▶ _Assignment_
Return, from the listing below, each line where the word "Stevenson" appears.

⟨

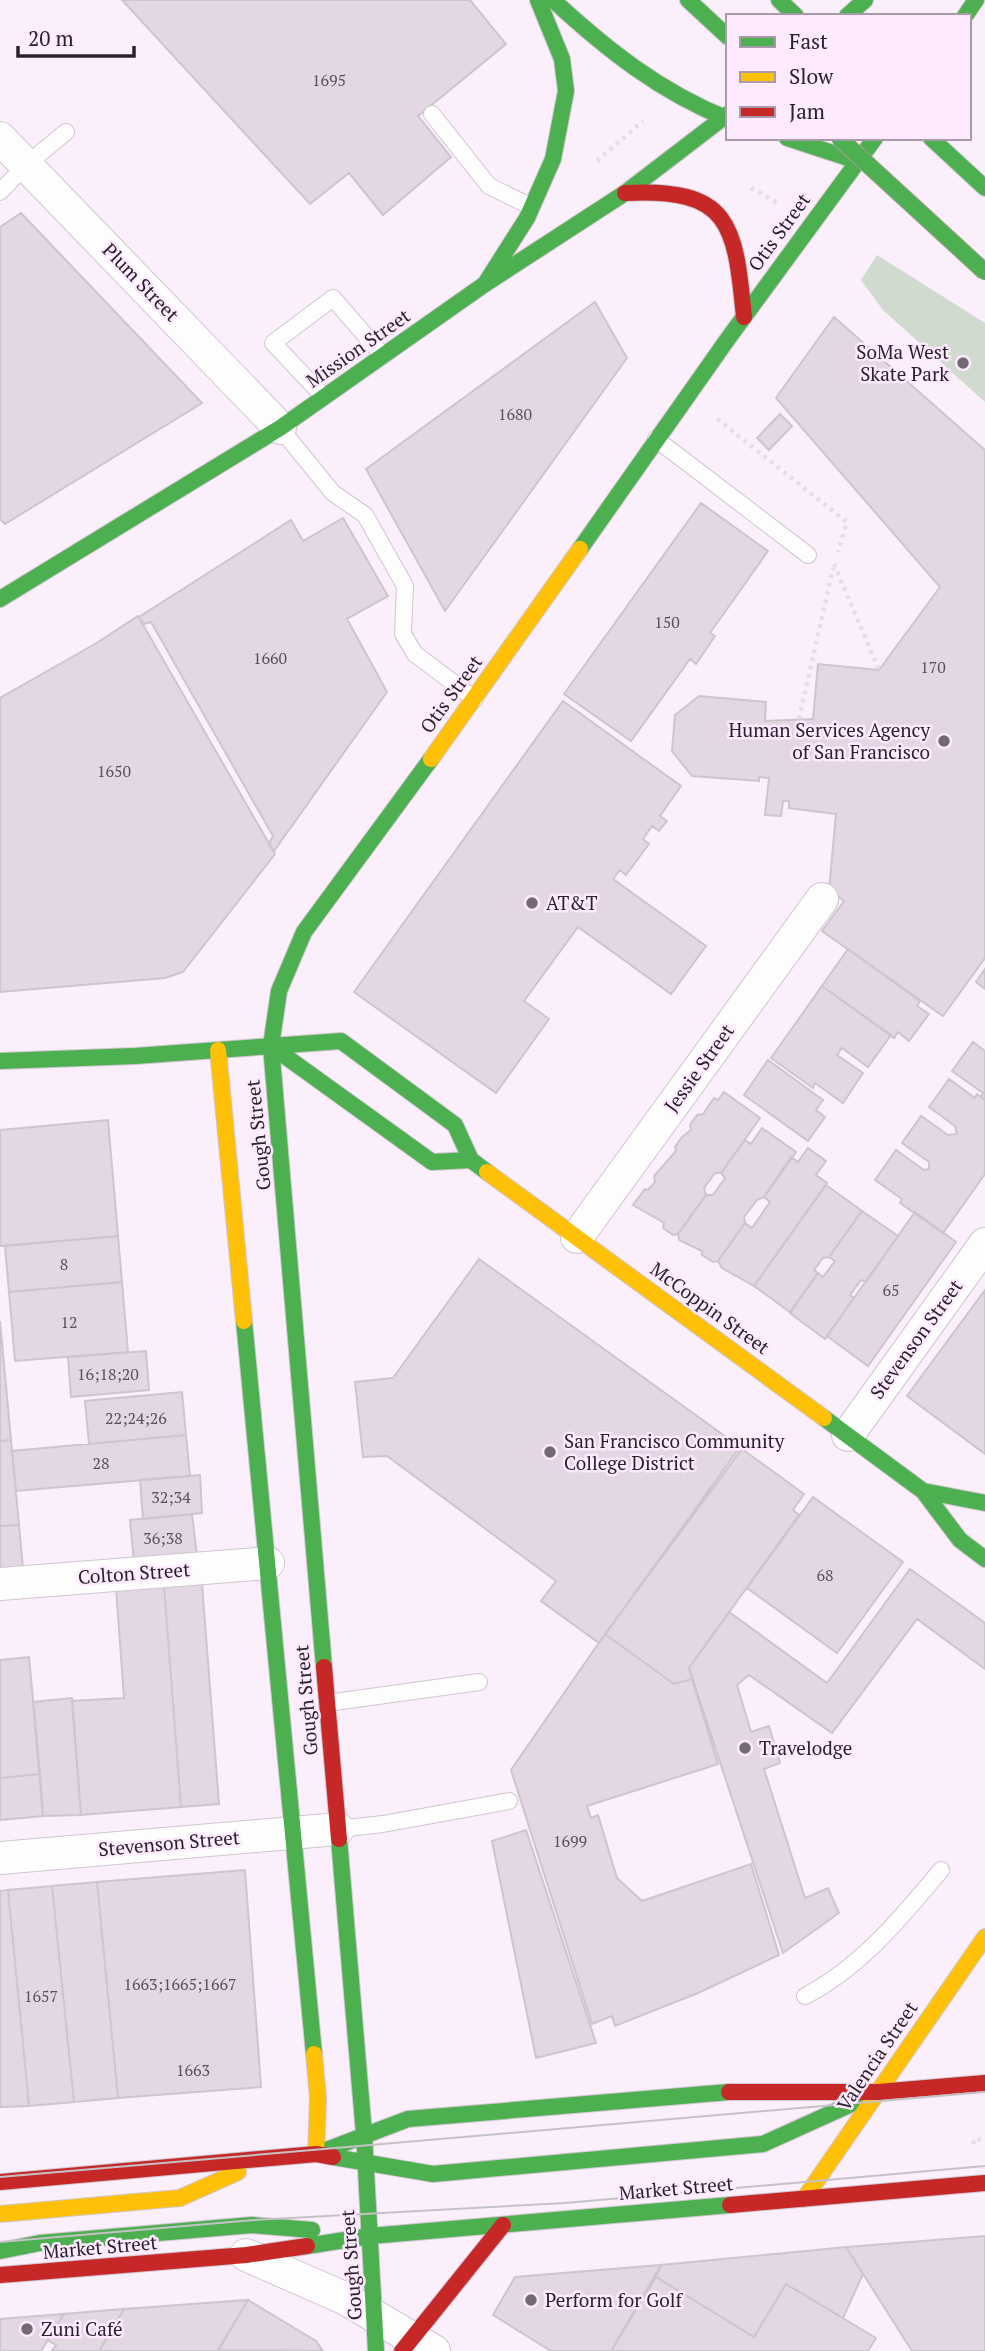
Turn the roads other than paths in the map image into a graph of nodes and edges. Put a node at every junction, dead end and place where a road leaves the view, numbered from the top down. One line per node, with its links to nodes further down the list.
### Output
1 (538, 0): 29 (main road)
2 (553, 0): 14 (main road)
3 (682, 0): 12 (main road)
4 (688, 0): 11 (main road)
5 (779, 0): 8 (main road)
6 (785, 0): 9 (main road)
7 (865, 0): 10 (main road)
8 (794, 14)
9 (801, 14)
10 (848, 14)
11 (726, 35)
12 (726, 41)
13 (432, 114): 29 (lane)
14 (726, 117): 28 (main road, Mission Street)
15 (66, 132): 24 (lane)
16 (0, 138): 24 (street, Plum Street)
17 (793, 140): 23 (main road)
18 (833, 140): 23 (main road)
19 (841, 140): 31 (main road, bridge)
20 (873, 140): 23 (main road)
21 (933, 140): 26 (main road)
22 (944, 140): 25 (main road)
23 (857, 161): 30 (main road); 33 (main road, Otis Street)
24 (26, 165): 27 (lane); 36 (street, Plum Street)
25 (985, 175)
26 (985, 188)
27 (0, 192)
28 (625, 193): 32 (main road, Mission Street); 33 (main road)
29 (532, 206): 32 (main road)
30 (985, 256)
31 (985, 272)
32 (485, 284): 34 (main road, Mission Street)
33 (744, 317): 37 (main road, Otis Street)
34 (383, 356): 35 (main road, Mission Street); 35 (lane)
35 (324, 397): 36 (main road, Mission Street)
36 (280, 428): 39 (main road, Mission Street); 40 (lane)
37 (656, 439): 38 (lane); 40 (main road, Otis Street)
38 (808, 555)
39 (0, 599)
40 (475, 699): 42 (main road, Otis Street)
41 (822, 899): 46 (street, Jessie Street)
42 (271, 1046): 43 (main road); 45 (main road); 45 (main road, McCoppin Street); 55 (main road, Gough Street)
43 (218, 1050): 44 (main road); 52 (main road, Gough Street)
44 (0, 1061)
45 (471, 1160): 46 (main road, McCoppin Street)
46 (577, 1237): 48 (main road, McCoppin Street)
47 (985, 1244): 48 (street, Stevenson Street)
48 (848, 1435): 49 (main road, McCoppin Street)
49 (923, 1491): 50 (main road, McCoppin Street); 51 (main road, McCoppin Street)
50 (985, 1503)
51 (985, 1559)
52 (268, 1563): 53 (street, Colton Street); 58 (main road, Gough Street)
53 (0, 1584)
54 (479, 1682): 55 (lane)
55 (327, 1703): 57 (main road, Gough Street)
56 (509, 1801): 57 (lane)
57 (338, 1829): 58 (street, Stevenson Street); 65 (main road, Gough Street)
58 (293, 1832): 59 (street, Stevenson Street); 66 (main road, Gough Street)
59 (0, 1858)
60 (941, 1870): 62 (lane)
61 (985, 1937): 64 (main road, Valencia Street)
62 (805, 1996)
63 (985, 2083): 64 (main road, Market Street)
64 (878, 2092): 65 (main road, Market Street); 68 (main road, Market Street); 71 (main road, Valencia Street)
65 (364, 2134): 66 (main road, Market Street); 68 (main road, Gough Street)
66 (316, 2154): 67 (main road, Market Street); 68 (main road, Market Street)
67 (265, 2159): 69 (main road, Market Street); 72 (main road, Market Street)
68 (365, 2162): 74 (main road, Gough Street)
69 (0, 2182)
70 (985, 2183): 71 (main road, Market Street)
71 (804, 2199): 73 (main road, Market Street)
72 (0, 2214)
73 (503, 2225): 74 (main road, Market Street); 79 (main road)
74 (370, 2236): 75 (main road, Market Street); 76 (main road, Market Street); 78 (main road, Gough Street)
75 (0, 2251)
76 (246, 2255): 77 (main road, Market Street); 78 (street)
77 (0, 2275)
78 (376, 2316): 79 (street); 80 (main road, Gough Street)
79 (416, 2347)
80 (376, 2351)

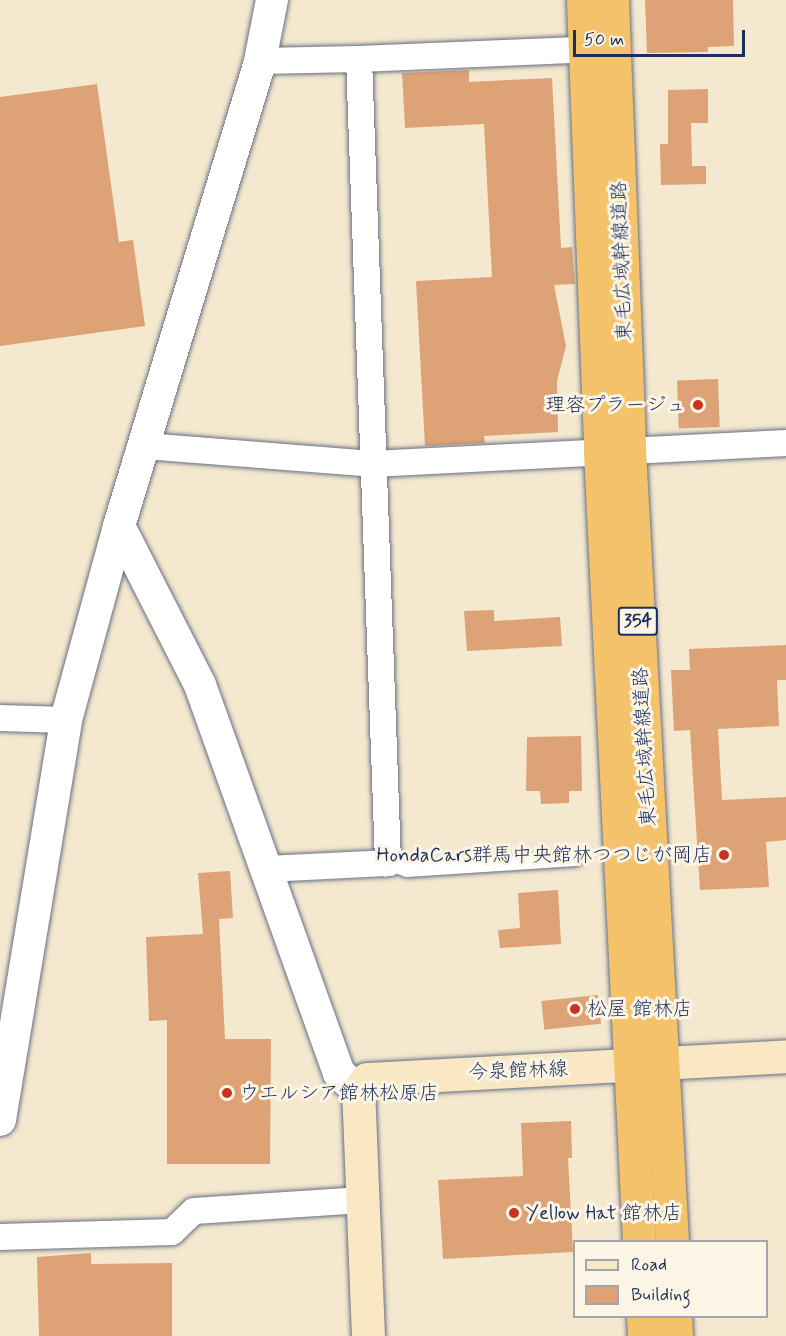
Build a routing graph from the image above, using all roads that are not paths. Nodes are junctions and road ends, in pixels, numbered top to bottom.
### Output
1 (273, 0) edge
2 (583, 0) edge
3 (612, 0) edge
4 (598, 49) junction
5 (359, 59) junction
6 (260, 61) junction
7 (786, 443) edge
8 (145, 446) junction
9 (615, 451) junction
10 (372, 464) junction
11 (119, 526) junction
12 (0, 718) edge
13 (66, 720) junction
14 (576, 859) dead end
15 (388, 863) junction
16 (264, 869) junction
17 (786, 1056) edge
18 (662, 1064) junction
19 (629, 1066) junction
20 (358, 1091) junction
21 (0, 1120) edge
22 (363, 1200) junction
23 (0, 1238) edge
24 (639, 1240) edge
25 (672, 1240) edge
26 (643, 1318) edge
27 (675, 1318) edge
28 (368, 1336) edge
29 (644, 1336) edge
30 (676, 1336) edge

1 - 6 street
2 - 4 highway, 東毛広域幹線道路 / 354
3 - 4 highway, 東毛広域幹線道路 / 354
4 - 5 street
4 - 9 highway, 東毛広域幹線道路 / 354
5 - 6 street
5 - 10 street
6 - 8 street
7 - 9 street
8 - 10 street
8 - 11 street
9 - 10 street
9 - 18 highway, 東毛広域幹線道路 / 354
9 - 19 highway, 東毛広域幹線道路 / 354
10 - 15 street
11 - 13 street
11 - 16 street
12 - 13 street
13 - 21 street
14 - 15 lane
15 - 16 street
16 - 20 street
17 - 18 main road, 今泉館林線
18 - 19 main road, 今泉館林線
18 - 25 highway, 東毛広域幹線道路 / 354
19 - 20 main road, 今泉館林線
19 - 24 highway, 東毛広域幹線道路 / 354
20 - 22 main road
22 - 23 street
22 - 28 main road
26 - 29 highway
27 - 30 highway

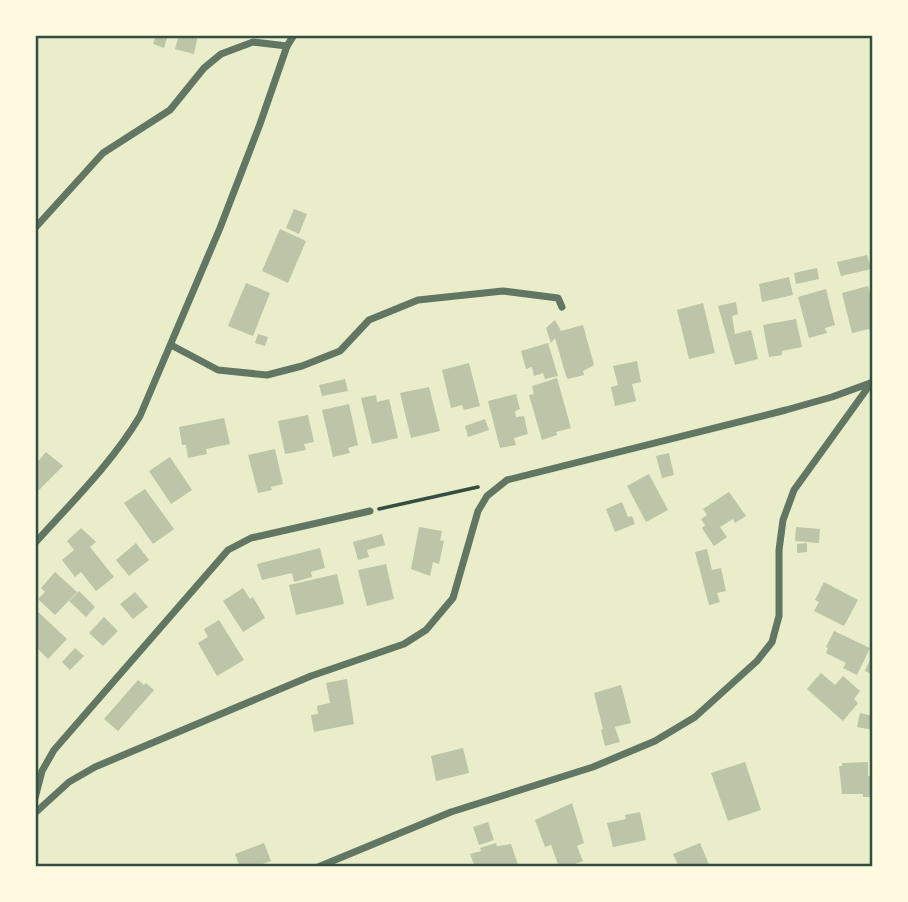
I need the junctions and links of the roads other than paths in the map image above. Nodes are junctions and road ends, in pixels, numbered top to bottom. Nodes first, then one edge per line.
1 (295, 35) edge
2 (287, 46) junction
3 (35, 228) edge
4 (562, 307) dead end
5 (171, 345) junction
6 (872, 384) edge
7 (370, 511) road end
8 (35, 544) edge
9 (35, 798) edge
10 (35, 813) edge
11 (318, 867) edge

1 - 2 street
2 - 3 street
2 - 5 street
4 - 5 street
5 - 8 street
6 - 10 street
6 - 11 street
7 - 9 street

⟩

▶ _Exercise answer_
47 (985, 1244): 48 (street, Stevenson Street)
57 (338, 1829): 58 (street, Stevenson Street); 65 (main road, Gough Street)
58 (293, 1832): 59 (street, Stevenson Street); 66 (main road, Gough Street)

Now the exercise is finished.